[Collected data entries]
•••

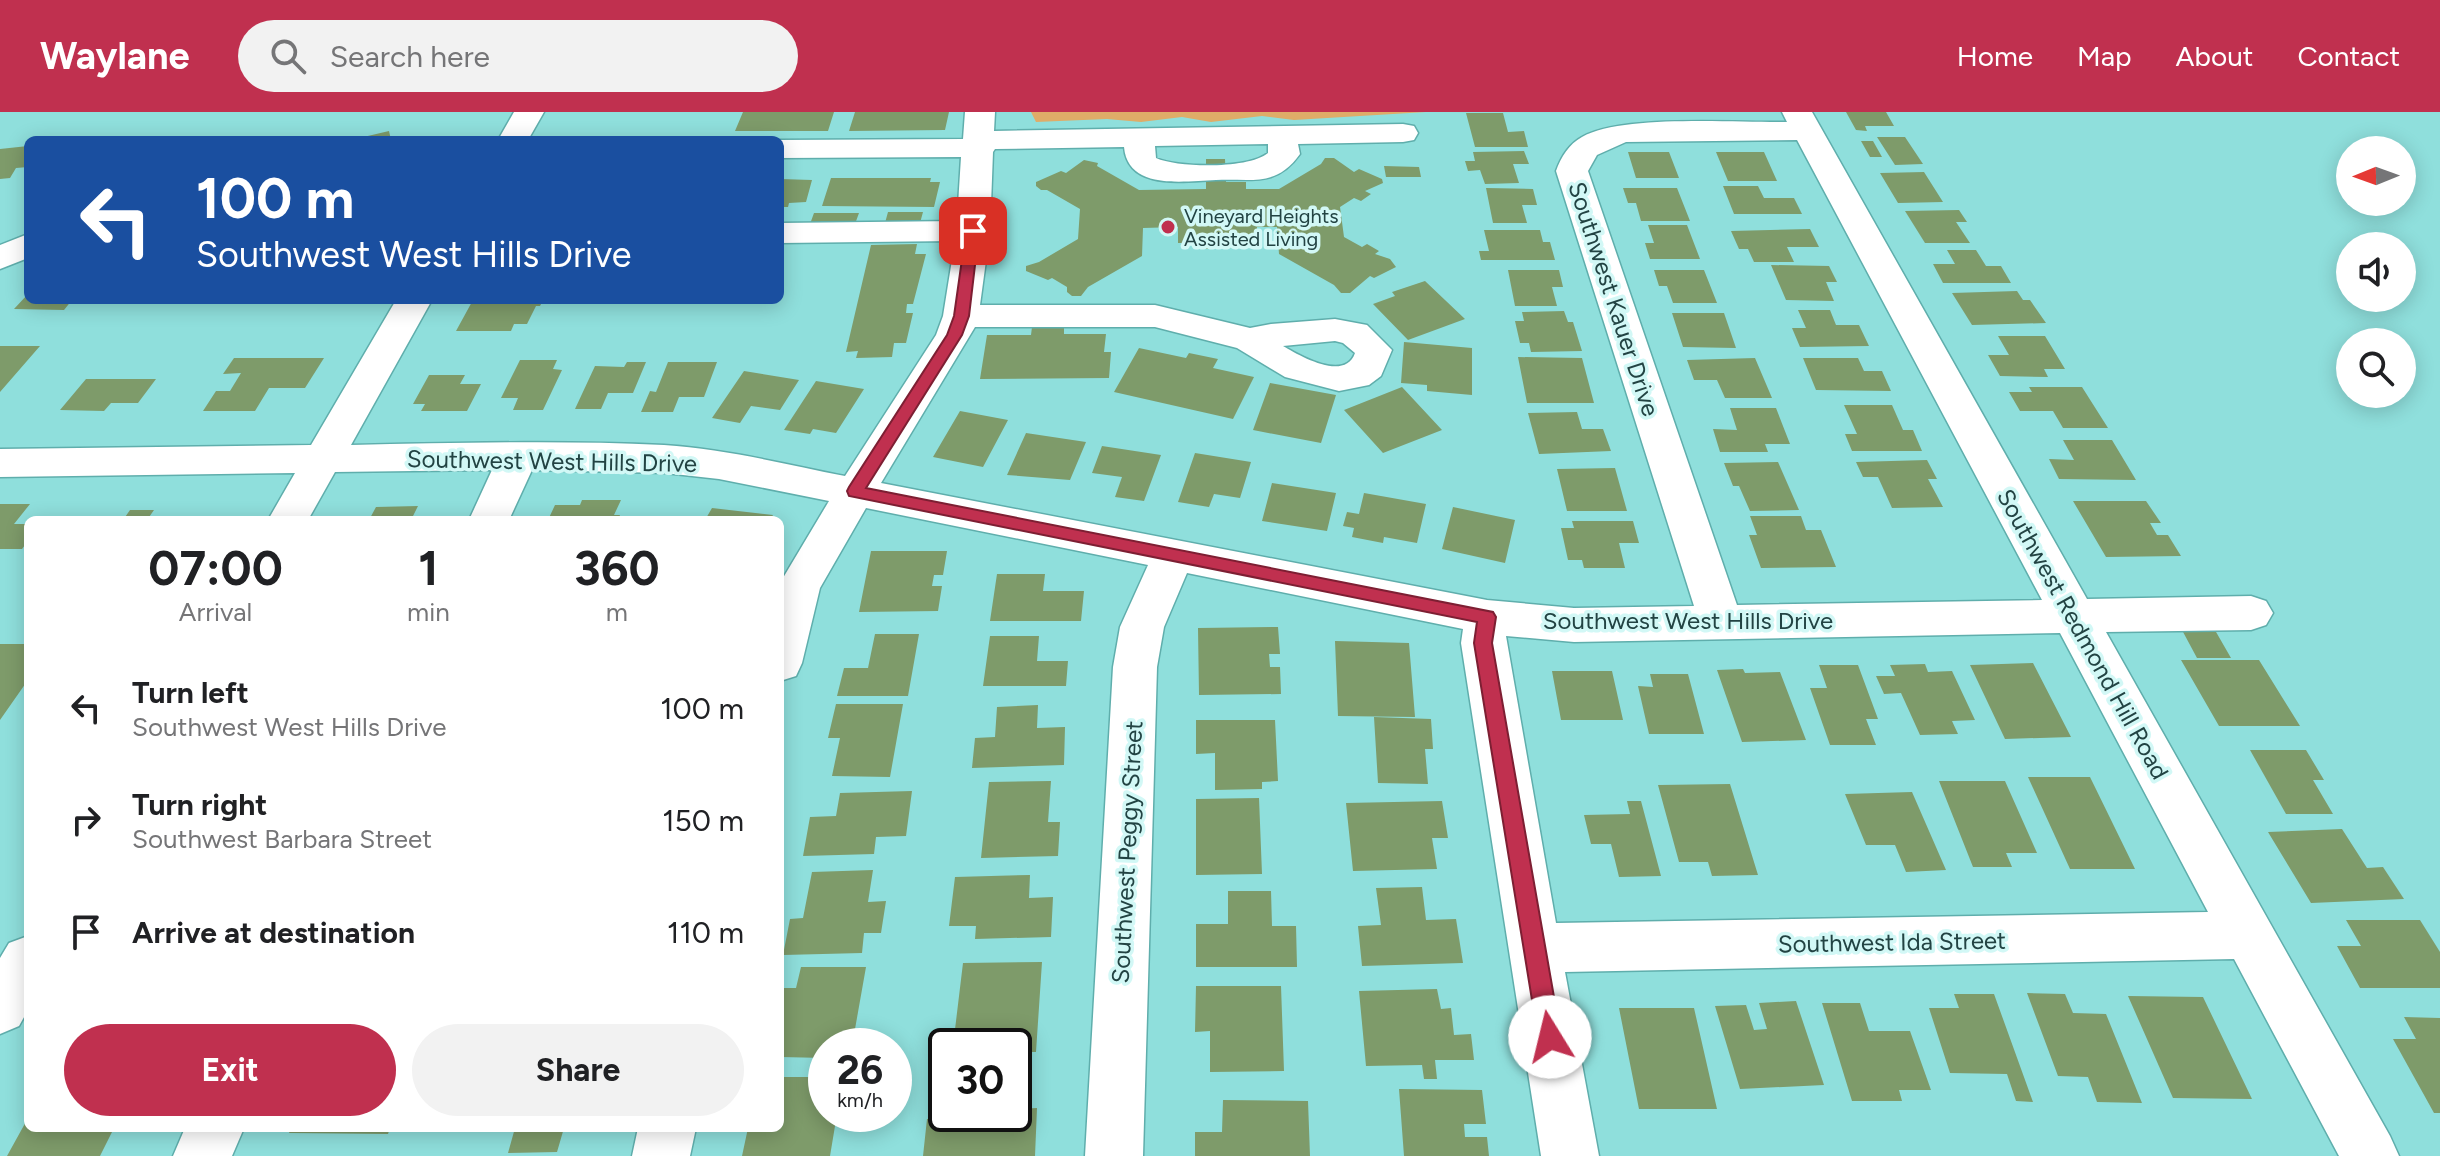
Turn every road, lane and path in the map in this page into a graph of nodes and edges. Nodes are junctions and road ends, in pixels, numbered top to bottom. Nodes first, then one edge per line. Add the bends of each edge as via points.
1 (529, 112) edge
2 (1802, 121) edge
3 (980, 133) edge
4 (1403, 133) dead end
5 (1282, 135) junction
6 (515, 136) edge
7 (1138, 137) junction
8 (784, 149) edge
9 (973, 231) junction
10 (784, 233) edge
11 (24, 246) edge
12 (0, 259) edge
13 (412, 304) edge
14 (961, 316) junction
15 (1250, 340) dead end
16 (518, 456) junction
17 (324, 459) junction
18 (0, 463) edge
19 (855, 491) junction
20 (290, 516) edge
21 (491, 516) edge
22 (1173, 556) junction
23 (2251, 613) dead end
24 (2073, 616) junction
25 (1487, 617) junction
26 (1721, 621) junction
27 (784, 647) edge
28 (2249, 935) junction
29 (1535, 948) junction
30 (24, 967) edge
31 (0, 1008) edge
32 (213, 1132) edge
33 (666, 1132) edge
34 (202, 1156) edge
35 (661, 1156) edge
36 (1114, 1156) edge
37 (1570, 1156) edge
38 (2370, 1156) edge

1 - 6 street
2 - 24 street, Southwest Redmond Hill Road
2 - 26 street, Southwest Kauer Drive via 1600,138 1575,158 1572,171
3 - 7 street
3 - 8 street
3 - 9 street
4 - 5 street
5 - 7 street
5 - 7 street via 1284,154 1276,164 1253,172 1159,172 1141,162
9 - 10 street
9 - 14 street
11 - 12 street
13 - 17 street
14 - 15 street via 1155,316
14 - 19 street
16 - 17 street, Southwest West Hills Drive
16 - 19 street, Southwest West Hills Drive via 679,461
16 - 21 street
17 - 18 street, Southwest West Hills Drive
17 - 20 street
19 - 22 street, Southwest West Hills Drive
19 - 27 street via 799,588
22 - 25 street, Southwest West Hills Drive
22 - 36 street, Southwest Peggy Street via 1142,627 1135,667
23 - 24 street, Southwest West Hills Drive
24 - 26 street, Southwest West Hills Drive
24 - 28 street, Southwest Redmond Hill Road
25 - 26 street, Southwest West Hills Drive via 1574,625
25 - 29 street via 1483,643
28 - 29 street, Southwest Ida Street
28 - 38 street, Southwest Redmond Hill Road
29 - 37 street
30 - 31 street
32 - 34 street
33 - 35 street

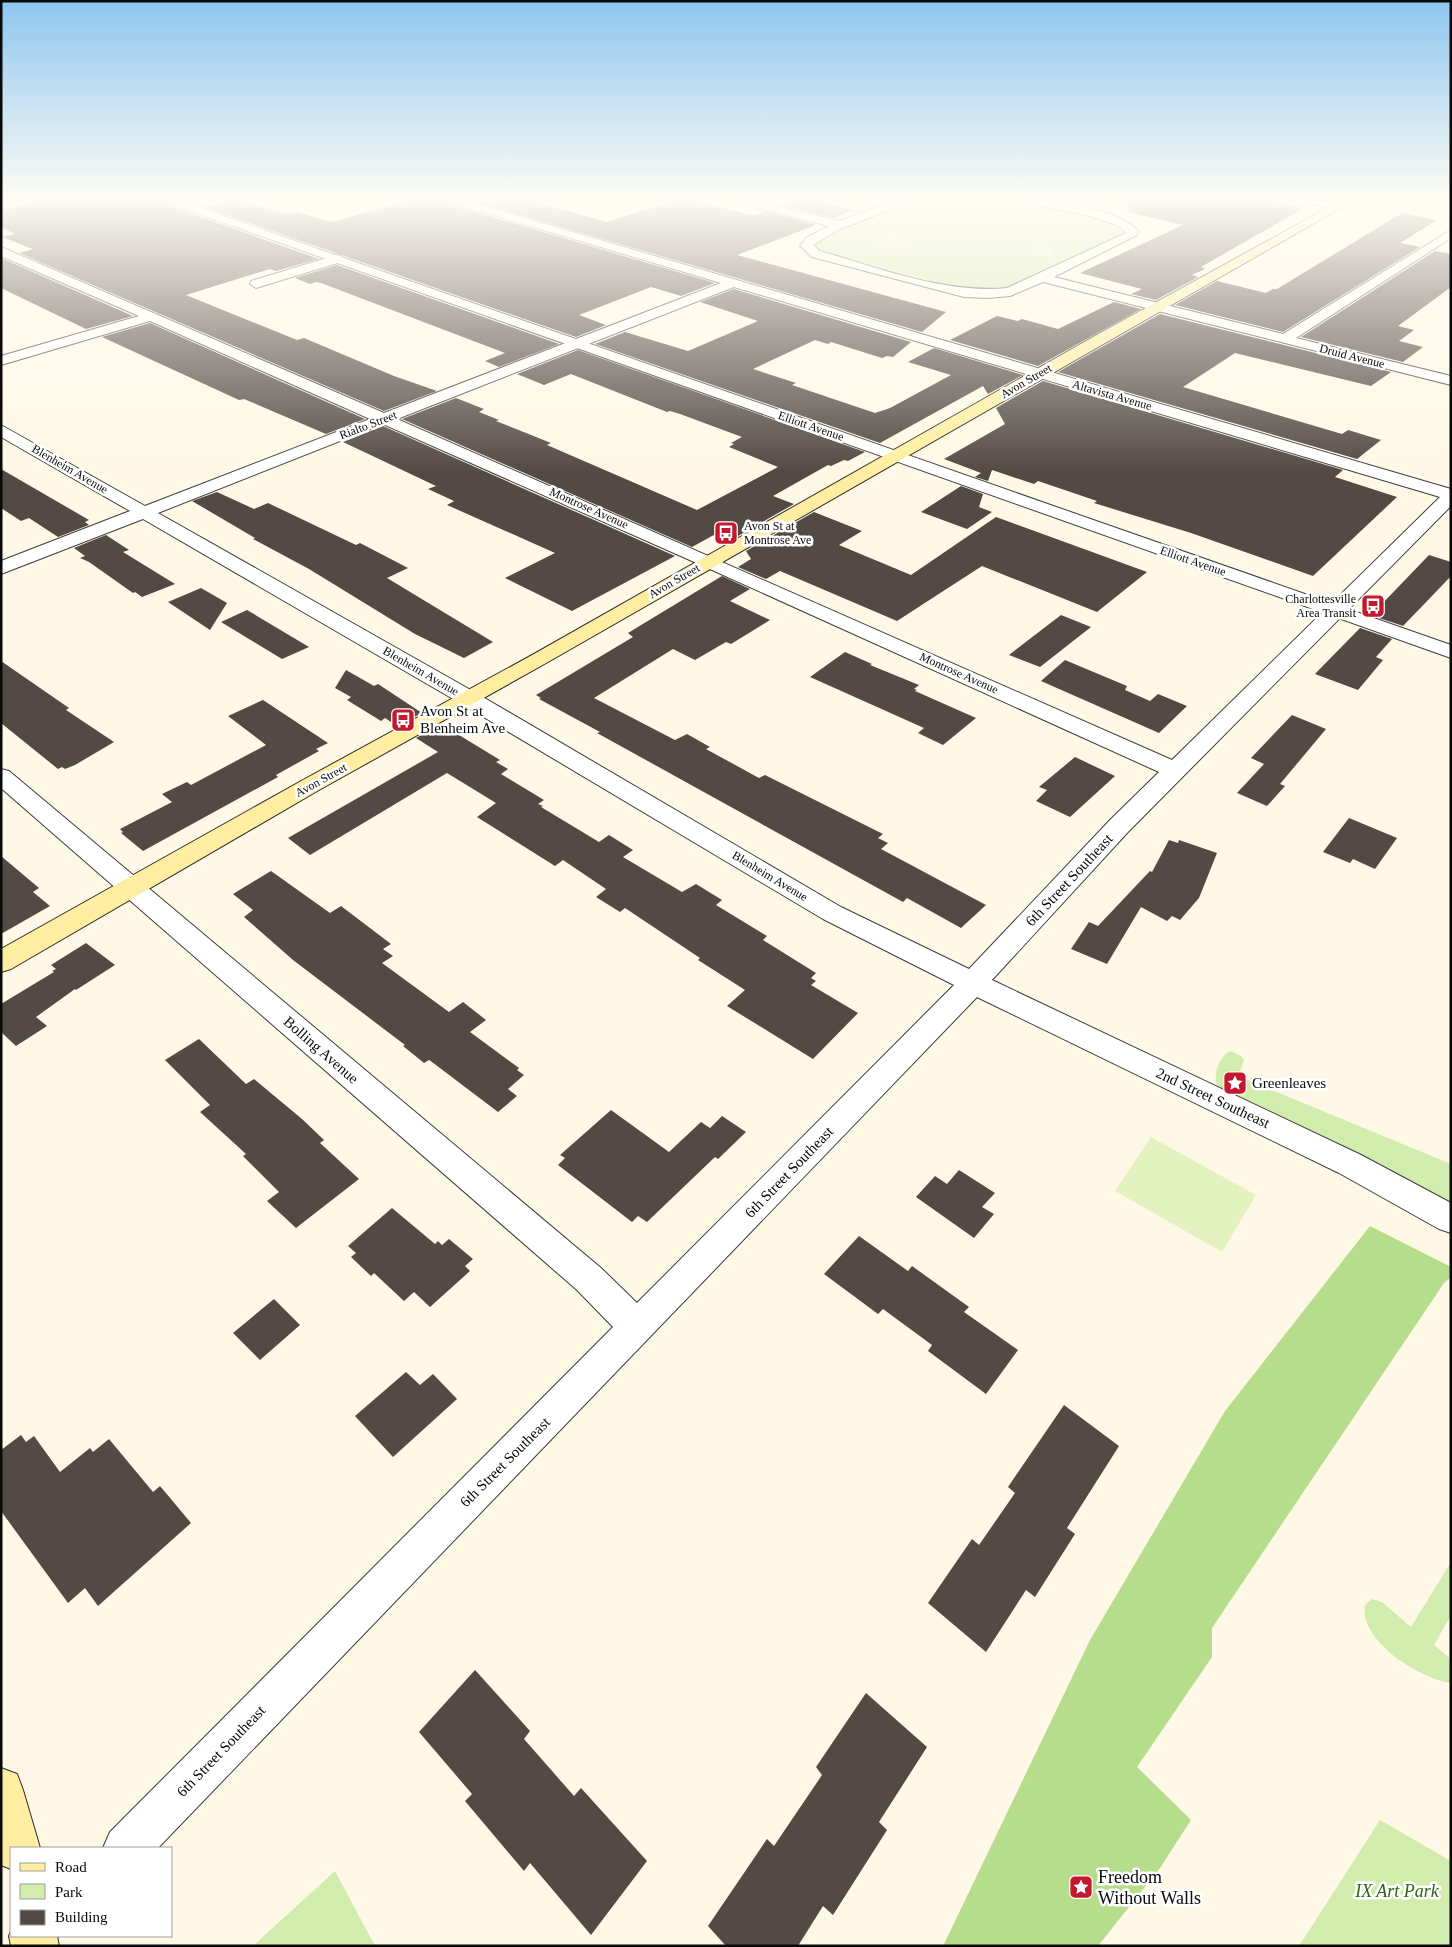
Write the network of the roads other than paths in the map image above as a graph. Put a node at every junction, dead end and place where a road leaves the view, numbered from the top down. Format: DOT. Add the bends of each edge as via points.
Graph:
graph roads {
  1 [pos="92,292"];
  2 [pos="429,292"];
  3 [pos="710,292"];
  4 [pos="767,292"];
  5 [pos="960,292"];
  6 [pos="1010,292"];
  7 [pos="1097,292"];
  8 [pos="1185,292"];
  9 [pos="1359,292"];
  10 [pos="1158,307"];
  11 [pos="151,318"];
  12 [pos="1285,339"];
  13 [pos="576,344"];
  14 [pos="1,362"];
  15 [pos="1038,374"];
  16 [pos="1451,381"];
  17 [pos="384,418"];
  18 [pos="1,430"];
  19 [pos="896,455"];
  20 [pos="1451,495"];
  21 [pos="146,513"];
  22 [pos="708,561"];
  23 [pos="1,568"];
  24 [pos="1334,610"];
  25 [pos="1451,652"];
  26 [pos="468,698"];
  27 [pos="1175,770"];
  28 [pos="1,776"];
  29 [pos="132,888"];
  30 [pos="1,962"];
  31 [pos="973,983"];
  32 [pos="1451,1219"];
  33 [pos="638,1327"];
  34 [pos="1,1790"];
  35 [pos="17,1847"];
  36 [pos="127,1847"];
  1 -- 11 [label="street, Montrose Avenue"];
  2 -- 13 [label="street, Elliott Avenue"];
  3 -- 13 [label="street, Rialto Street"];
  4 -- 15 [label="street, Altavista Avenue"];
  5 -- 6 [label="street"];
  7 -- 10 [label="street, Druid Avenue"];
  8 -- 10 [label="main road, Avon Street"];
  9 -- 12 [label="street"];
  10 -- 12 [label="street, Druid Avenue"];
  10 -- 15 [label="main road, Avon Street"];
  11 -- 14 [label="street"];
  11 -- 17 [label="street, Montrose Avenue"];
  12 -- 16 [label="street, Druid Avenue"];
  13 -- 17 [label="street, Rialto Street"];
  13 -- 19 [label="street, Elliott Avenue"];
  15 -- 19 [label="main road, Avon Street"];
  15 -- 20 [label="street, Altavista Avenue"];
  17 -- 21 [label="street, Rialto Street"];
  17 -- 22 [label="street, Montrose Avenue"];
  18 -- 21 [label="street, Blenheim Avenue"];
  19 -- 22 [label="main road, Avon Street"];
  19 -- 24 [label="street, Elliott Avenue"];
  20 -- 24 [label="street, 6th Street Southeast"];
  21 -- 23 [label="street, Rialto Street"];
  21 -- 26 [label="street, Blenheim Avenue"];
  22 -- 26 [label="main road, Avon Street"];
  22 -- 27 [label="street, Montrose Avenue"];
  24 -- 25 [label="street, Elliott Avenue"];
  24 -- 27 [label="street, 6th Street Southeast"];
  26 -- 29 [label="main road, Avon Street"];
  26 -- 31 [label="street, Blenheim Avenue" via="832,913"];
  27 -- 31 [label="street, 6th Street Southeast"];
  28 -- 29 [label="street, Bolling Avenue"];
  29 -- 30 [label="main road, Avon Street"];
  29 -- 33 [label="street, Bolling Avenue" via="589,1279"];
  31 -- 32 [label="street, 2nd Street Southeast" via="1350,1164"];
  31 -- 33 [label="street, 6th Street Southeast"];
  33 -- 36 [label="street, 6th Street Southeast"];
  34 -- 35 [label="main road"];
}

•••

## Problem requirements
Whenever the word "Druid" occurs in a line above, copy that line.

## Expected answer
  7 -- 10 [label="street, Druid Avenue"];
  10 -- 12 [label="street, Druid Avenue"];
  12 -- 16 [label="street, Druid Avenue"];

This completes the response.